Instructions for the task. Show every line from the data below that includes "dead".

Supplied data.
--------------------------------

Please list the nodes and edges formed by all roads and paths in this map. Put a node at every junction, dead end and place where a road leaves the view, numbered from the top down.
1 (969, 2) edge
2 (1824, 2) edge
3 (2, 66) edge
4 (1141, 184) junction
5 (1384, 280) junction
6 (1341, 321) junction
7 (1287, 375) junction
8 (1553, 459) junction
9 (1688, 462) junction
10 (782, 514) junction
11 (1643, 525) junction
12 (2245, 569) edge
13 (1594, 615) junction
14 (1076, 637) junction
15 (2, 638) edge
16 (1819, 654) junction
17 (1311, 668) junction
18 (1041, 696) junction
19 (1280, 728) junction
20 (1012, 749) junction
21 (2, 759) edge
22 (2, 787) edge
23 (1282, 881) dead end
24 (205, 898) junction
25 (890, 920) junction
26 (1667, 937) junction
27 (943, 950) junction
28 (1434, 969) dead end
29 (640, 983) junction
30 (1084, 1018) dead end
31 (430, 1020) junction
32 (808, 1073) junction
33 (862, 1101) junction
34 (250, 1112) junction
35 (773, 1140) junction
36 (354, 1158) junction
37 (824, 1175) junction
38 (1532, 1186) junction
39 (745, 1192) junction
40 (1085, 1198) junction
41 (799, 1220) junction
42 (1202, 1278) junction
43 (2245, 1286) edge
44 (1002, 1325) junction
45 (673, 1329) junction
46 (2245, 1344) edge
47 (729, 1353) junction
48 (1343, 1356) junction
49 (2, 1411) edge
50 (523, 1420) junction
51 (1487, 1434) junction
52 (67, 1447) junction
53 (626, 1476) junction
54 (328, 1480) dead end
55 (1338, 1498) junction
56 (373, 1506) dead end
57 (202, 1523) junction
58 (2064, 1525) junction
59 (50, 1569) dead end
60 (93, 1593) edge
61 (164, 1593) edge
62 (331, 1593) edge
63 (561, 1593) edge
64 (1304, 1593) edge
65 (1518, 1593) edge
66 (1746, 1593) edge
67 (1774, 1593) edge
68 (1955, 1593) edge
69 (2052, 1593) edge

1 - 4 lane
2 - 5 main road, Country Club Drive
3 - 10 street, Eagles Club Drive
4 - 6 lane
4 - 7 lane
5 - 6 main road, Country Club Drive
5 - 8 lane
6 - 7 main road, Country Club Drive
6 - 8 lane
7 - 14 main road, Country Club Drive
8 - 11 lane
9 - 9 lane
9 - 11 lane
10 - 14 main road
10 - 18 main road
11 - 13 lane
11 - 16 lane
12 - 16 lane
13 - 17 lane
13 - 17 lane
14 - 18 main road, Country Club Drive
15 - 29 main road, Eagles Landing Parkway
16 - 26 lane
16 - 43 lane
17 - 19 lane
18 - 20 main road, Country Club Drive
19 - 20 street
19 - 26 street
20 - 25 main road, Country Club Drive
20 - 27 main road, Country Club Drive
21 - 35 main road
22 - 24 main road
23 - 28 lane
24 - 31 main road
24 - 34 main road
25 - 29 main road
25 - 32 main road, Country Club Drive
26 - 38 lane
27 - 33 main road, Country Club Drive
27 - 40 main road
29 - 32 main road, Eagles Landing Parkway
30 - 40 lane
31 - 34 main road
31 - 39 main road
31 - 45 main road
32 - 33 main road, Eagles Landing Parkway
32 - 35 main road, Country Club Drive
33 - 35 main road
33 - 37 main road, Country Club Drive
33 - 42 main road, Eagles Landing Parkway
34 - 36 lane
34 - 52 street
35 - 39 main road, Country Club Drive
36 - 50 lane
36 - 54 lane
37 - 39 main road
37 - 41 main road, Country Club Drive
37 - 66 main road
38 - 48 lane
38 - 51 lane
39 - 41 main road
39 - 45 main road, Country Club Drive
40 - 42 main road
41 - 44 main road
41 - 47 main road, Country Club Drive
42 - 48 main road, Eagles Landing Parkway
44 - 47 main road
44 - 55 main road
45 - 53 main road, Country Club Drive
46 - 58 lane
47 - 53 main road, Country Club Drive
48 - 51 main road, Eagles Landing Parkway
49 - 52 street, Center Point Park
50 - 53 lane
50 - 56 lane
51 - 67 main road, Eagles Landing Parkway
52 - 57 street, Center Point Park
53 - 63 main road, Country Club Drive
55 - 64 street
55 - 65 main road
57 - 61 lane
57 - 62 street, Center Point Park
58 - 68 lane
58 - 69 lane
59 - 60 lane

--------------------------------

Response to this exercise.
Please list the nodes and edges formed by all roads and paths in this map. Put a node at every junction, dead end and place where a road leaves the view, numbered from the top down.
23 (1282, 881) dead end
28 (1434, 969) dead end
30 (1084, 1018) dead end
54 (328, 1480) dead end
56 (373, 1506) dead end
59 (50, 1569) dead end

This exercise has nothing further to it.